LEADERSHIP IN ENTREPRENEURSHIP
The roles and responsibilities of a startup CEO and its founding team
A framework for a startup CEO’s roles and responsibilities
After four years of running my startups and advising various new ventures, I have learned the hard way — mainly from mistakes and failures — that there is a direct link between the founders’ leadership skills and the success of their startups. A capable and strong startup CEO and its founding will need two different skill sets to deliver success:
- Being a great manager — fostering a loop of various managerial tasks
- Being a great leader — fostering a loop of soft skills
Being a great manager — a loop of tasks
As managers, a startup CEO and founding team need to perform five sets of circular and repetitive activities:
- Developing the strategy — and setting the startup ‘direction’. This is the first thing a startup CEO and the founding team need to do
- Building the team — that can execute the strategy and build the solution the team is aiming to offer to the market
- Setting goals — that will make sure the team is running in the direction set by the strategy. These goals need to be measurable.
- Assisting teams, ‘if’ needed — so that the organization continues to solve problems and push forward with the operations
- Monitoring progress — periodically reassessing the state of the strategy and team, making sure that they still make sense, and having the perseverance to adjust accordingly.
While in established and mature companies, these cycles can be monitored and checked quarterly, in a startup, this needs to happen on a weekly or bi-weekly basis because a startup is functioning under a great number of hypotheses and unknowns and therefore needs to be continuously be learning and making small or large pivots.
Being a great leader — a loop of soft skills
While managerial activities are more mechanical, leadership is more soft skills and harder to acquire and execute. A CEO and founding team’s leadership tasks can be summarized under three main buckets:
- People — when talking about people, we are referring to three sets of activities: 1) — Hiring; the startup CEO needs to bring in needed human resources as quickly as possible. This speed may sacrifice the degree individuals match the company culture, however, this downside can be accounted for in the longer term. 2) — Caring; is potentially the most critical part of leadership. When an organization cares for its employees, they care about their job, colleagues, and company. 3) — Listening; to listen to people, you need to meet them often, over lunch breaks or in meetings, and allow people to speak and share their opinions.
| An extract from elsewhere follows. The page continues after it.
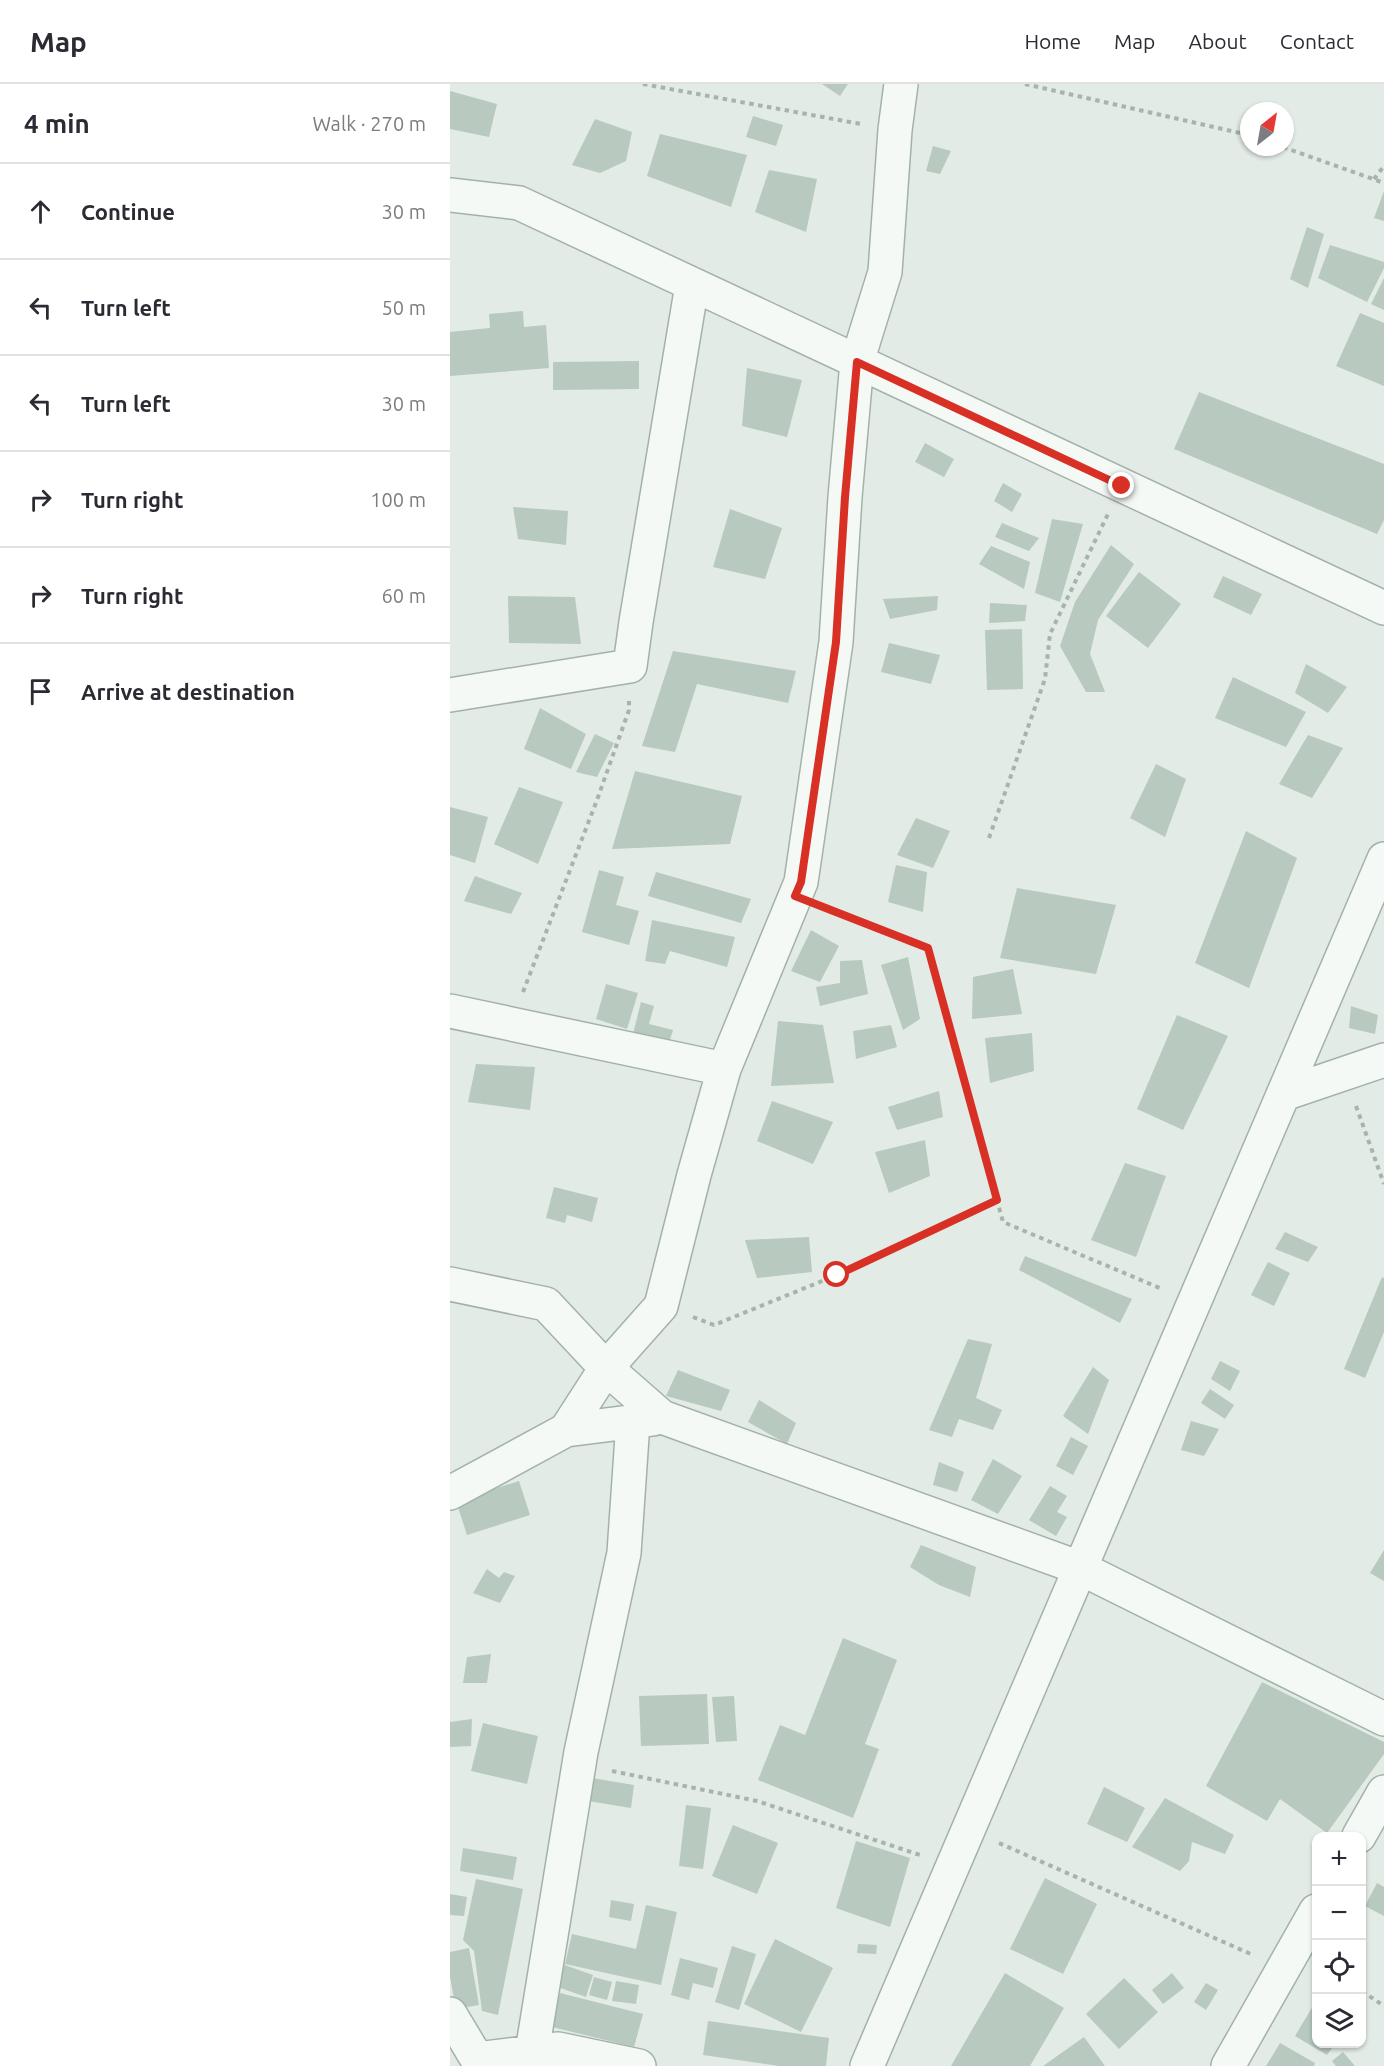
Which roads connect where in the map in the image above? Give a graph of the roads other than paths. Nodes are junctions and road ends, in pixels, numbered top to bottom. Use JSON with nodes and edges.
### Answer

- Vision — is the reason for the existence of the company or the ‘why’, repeating it, and verifying that stakeholders know it — customers, employees, investors. The CEO and founding team need to note that the most important stakeholders in a startup are the employees because working in a start-up entails many hours, people are not getting paid as much as they would in other places, it’s an emotional roller coaster, and therefore the only reason employees stay committed is that they have a ‘why’ that they believe in. Imagine a company that does not have a ‘why’, then it would be an emotionally tiring daily experience for all of its employees, and cracks of failure begin there.
- Culture — is about 1) — Collaboration; creating an organization where people work together in a fashion that they come together to solve problems. Collaborative organizations solve problems effectively and quickly. It is important that whenever leaders see employees behaving against the value of collaboration, they need to act hard on it because employees will only believe that that is a core value if they see that whenever there’s no collaboration it will have negative consequences. 2) — Transparency; for a leader to create the right culture and enforce the right management processes, they need to know what’s happening, and they need employees who can share the truth about what is not working, without any fear. 3) — Self-awareness; lack of self-awareness is the parent of poor decision-making. A self-aware startup has an environment where it challenges all employees to become the best version of themselves. 4) — Optimism; running a startup is difficult. There tends to be a technical problem every other day, a major competitor such as Google launches a new feature similar to yours, and fundraising efforts fall apart. For a startup to last, the CEO and its founding members need to be optimistic at all times and believe that they will succeed even during difficult times, otherwise, it will be difficult to come to work on most days.
Leadership is tough to execute because a CEO can not achieve it by just speaking it — it needs to be behaved and presented in action. Leadership depends on the example that a CEO or the founding team set themselves as to the values they want their company to be run by and if they’re not going to behave based on those values, it will most likely fail.
Becoming a successful startup CEO and a founding team is a difficult task. It requires patience, constant learning from mistakes, and adaptation to new circumstances.